**DATA PROVIDED**:
•••••

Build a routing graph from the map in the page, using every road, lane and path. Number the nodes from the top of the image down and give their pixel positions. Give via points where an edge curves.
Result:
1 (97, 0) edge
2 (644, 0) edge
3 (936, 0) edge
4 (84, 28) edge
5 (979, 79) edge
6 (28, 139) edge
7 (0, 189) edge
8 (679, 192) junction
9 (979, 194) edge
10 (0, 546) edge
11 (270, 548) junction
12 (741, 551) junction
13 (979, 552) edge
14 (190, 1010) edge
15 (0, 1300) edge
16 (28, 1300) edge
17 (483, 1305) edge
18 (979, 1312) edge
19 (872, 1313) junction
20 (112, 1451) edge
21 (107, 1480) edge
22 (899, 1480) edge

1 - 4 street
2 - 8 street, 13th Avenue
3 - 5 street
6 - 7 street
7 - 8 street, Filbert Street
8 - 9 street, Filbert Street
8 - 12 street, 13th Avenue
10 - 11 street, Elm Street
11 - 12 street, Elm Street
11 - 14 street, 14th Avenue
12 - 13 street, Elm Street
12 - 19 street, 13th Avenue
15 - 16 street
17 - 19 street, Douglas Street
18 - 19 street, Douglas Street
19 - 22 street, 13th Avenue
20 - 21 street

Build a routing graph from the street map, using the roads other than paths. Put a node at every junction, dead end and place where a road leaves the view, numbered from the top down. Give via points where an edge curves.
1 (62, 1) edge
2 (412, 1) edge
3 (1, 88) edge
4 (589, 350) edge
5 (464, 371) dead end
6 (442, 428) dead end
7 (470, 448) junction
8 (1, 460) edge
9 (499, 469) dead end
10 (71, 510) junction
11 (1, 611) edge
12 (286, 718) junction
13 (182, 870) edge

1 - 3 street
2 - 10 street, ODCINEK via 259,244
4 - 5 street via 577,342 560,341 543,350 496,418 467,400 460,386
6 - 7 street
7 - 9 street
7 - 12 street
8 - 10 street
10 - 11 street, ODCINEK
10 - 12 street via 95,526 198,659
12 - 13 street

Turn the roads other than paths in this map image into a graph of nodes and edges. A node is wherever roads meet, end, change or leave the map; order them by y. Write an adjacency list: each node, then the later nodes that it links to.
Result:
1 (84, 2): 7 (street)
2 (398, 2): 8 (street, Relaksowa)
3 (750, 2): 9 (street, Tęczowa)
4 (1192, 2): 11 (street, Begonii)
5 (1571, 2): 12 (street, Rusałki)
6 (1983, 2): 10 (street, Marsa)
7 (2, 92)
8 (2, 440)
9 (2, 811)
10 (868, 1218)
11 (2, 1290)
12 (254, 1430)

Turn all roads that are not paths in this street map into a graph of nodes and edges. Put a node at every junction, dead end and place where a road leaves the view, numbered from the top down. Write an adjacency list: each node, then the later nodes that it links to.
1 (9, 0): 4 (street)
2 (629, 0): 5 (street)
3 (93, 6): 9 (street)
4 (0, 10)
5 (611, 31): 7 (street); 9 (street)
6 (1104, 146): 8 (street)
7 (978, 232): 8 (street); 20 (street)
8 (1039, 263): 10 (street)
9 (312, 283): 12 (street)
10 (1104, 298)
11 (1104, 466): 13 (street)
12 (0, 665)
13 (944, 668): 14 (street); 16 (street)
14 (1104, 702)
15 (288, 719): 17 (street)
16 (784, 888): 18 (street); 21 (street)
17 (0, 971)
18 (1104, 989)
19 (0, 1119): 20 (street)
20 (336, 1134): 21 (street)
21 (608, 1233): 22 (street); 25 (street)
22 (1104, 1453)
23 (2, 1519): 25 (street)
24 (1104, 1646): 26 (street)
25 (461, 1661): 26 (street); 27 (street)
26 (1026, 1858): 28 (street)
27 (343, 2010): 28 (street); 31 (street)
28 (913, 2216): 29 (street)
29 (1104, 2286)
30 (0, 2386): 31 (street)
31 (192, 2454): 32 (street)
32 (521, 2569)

•••••

Each entry must be set down exactly as it appears.

**COMPLETED TASK**:
Build a routing graph from the map in the page, using every road, lane and path. Number the nodes from the top of the image down and give their pixel positions. Give via points where an edge curves.
Result:
1 (97, 0) edge
2 (644, 0) edge
3 (936, 0) edge
4 (84, 28) edge
5 (979, 79) edge
6 (28, 139) edge
7 (0, 189) edge
8 (679, 192) junction
9 (979, 194) edge
10 (0, 546) edge
11 (270, 548) junction
12 (741, 551) junction
13 (979, 552) edge
14 (190, 1010) edge
15 (0, 1300) edge
16 (28, 1300) edge
17 (483, 1305) edge
18 (979, 1312) edge
19 (872, 1313) junction
20 (112, 1451) edge
21 (107, 1480) edge
22 (899, 1480) edge

1 - 4 street
2 - 8 street, 13th Avenue
3 - 5 street
6 - 7 street
7 - 8 street, Filbert Street
8 - 9 street, Filbert Street
8 - 12 street, 13th Avenue
10 - 11 street, Elm Street
11 - 12 street, Elm Street
11 - 14 street, 14th Avenue
12 - 13 street, Elm Street
12 - 19 street, 13th Avenue
15 - 16 street
17 - 19 street, Douglas Street
18 - 19 street, Douglas Street
19 - 22 street, 13th Avenue
20 - 21 street

Build a routing graph from the street map, using the roads other than paths. Put a node at every junction, dead end and place where a road leaves the view, numbered from the top down. Give via points where an edge curves.
1 (62, 1) edge
2 (412, 1) edge
3 (1, 88) edge
4 (589, 350) edge
5 (464, 371) dead end
6 (442, 428) dead end
7 (470, 448) junction
8 (1, 460) edge
9 (499, 469) dead end
10 (71, 510) junction
11 (1, 611) edge
12 (286, 718) junction
13 (182, 870) edge

1 - 3 street
2 - 10 street, ODCINEK via 259,244
4 - 5 street via 577,342 560,341 543,350 496,418 467,400 460,386
6 - 7 street
7 - 9 street
7 - 12 street
8 - 10 street
10 - 11 street, ODCINEK
10 - 12 street via 95,526 198,659
12 - 13 street

Turn the roads other than paths in this map image into a graph of nodes and edges. A node is wherever roads meet, end, change or leave the map; order them by y. Write an adjacency list: each node, then the later nodes that it links to.
Result:
1 (84, 2): 7 (street)
2 (398, 2): 8 (street, Relaksowa)
3 (750, 2): 9 (street, Tęczowa)
4 (1192, 2): 11 (street, Begonii)
5 (1571, 2): 12 (street, Rusałki)
6 (1983, 2): 10 (street, Marsa)
7 (2, 92)
8 (2, 440)
9 (2, 811)
10 (868, 1218)
11 (2, 1290)
12 (254, 1430)

Turn all roads that are not paths in this street map into a graph of nodes and edges. Put a node at every junction, dead end and place where a road leaves the view, numbered from the top down. Write an adjacency list: each node, then the later nodes that it links to.
1 (9, 0): 4 (street)
2 (629, 0): 5 (street)
3 (93, 6): 9 (street)
4 (0, 10)
5 (611, 31): 7 (street); 9 (street)
6 (1104, 146): 8 (street)
7 (978, 232): 8 (street); 20 (street)
8 (1039, 263): 10 (street)
9 (312, 283): 12 (street)
10 (1104, 298)
11 (1104, 466): 13 (street)
12 (0, 665)
13 (944, 668): 14 (street); 16 (street)
14 (1104, 702)
15 (288, 719): 17 (street)
16 (784, 888): 18 (street); 21 (street)
17 (0, 971)
18 (1104, 989)
19 (0, 1119): 20 (street)
20 (336, 1134): 21 (street)
21 (608, 1233): 22 (street); 25 (street)
22 (1104, 1453)
23 (2, 1519): 25 (street)
24 (1104, 1646): 26 (street)
25 (461, 1661): 26 (street); 27 (street)
26 (1026, 1858): 28 (street)
27 (343, 2010): 28 (street); 31 (street)
28 (913, 2216): 29 (street)
29 (1104, 2286)
30 (0, 2386): 31 (street)
31 (192, 2454): 32 (street)
32 (521, 2569)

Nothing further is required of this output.